Personal information
- Full name: James Ernest Amos
- Born: April/June 1907 Cust, New Zealand
- Died: 31 August 1981 (aged 71) Paraparaumu, New Zealand

Playing information
- Weight: 12 st 12 lb (82 kg)
- Position: Centre, Lock
Club
| Years | Team | Pld | T | G | FG | P |
| 1925–27 | Addington |  |  |  |  |  |
| 1928 | City Rovers, ARL | 8 | 0 | 0 | 0 | 0 |
| 1929–35 | Addington |  |  |  |  |  |
|  | Total | 8 | 0 | 0 | 0 | 0 |
Representative
| Years | Team | Pld | T | G | FG | P |
| 1927 | Canterbury |  |  |  |  |  |
| 1928 | Auckland Province | 1 | 0 | 0 | 0 | 0 |
| 1929–35 | Canterbury |  |  |  |  |  |
| 1929–35 | South Island | 6 | 0 | 3 | 0 | 6 |
| 1930–32 | New Zealand | 8 (1) | 4 | 4 (4) | 0 | 20 (8) |

Coaching information
Club
| Years | Team | Gms | W | D | L | W% |
| 1952 | Christchurch Marist |  |  |  |  |  |
Representative
| Years | Team | Gms | W | D | L | W% |
| 1936–39 | South Island |  |  |  |  |  |
| 1946–55 | Canterbury |  |  |  |  |  |
| 1947–55 | South Island |  |  |  |  |  |
| 1952–54 | New Zealand |  |  |  |  |  |
- Source:

= Jim Amos (rugby league) =

New Zealand international rugby league footballer and coach

James Ernest Amos (1907–1981) was a New Zealand rugby league footballer and coach who represented New Zealand and coached them, including at the 1954 World Cup.

==Playing career==
Amos played rugby union and soccer in his youth.

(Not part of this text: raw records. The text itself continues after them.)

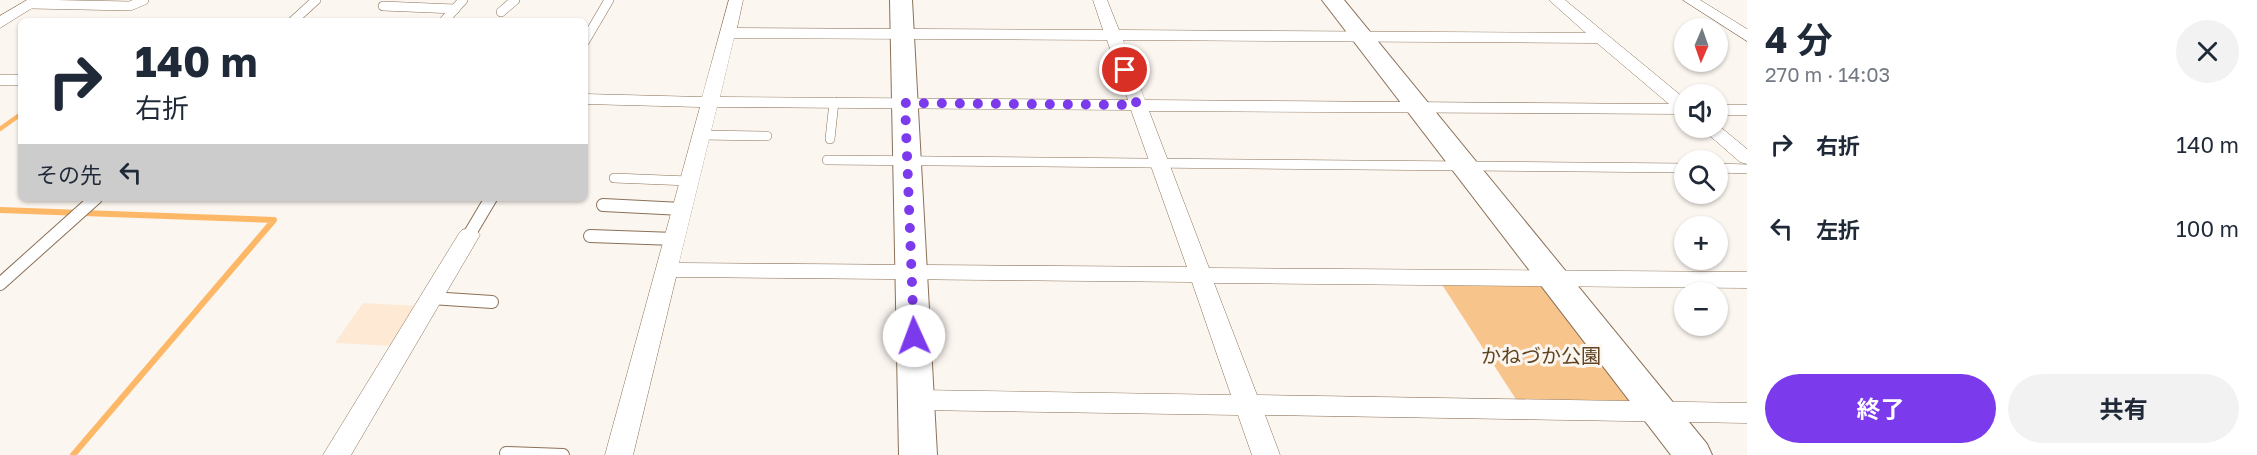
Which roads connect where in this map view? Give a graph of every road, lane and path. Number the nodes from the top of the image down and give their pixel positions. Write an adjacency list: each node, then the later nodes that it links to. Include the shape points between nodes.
1 (144, 0): 12 (lane, via 130,6)
2 (316, 0): 16 (lane)
3 (463, 0): 14 (lane)
4 (515, 0): 15 (lane)
5 (609, 0): 22 (lane)
6 (736, 0): 20 (street)
7 (901, 0): 21 (street)
8 (1100, 0): 23 (street)
9 (1333, 0): 25 (street)
10 (1556, 0): 26 (street)
11 (1690, 0): 24 (street)
12 (35, 2): 18 (street)
13 (383, 6): 14 (lane)
14 (455, 9): 17 (lane)
15 (501, 12)
16 (296, 18)
17 (447, 18)
18 (0, 24): 19 (street)
19 (18, 26)
20 (727, 33): 21 (street); 31 (street)
21 (902, 34): 23 (street); 33 (street)
22 (588, 35)
23 (1112, 36): 25 (street); 34 (street)
24 (1747, 36)
25 (1363, 38): 26 (street); 35 (street)
26 (1602, 38): 30 (street)
27 (0, 80): 28 (street)
28 (18, 80)
29 (588, 99): 31 (street)
30 (1674, 99)
31 (709, 101): 32 (street); 39 (street)
32 (834, 102): 33 (street); 42 (lane)
33 (905, 103): 34 (street); 45 (street)
34 (1137, 105): 35 (street); 46 (street)
35 (1418, 107): 36 (street); 47 (street)
36 (1674, 108)
37 (1728, 110): 38 (street)
38 (1747, 110)
39 (701, 135): 40 (lane); 52 (street)
40 (767, 136)
41 (1722, 138): 43 (street)
42 (830, 139)
43 (1747, 158)
44 (827, 160): 45 (lane)
45 (908, 161): 46 (lane); 61 (street)
46 (1160, 163): 47 (lane); 62 (street)
47 (1465, 166): 48 (lane); 63 (street)
48 (1674, 168)
49 (1728, 168): 50 (lane)
50 (1747, 169)
51 (614, 178): 52 (lane)
52 (689, 181): 56 (street)
53 (93, 201): 65 (lane)
54 (489, 201): 57 (lane)
55 (603, 205): 56 (lane)
56 (682, 209): 59 (street)
57 (469, 235): 66 (street)
58 (590, 236): 59 (lane)
59 (675, 238): 60 (street)
60 (667, 270): 61 (street); 75 (street)
61 (912, 271): 62 (street); 68 (street)
62 (1201, 275): 63 (street); 69 (street)
63 (1554, 279): 64 (street); 70 (street)
64 (1747, 280)
65 (0, 284)
66 (431, 298): 67 (lane); 73 (street)
67 (492, 302)
68 (916, 400): 69 (street); 76 (street)
69 (1247, 405): 70 (street); 77 (street)
70 (1658, 410): 71 (street); 78 (street)
71 (1747, 413)
72 (506, 453): 74 (lane)
73 (337, 455)
74 (563, 455)
75 (620, 455)
76 (918, 455)
77 (1266, 455)
78 (1693, 455)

When Marist Old Boys were expelled from the Canterbury Rugby Union in 1924 Amos was a lower grade player and followed the club to rugby league.

Amos first played first grade for Addington in 1925 in the Canterbury Rugby League competition and represented Canterbury in 1927. He spent the 1928 season with the City Rovers in the Auckland Rugby League competition and played for Auckland.

Amos returned to Christchurch in 1929, re-joining the Addington club. Amos was captain of Canterbury between 1929 and 1935 and also captained the South Island from 1929 to 1932 and again in 1934.

==Representative career==
Amos toured Australia in 1930 with New Zealand, playing against Queensland. He played his only Test match for New Zealand against Great Britain in 1932. Amos missed the 1935 tour of Australia due to injury.

==Coaching career==
Amos became a selector after retirement, spending thirteen years as a Canterbury selector between 1936 and 1956 and spending fourteen years as a South Island selector. Amos also served as a New Zealand selector three time from 1936 to 1939, 1945 and again from 1952 to 1954.

Amos coached Canterbury between 1946 and 1955, the South Island between 1936 and 1939 and 1947 to 1955 and New Zealand between 1952 and 1954. Amos coached New Zealand at the inaugural World Cup in 1954.

In 1952 Amos was a founding member of Christchurch Marist (know now as Marist-Western) and coached the club in 1952.

Amos was awarded the New Zealand Rugby League Distinguished Service Award in 1980.

Amos died in Paraparaumu in 1981.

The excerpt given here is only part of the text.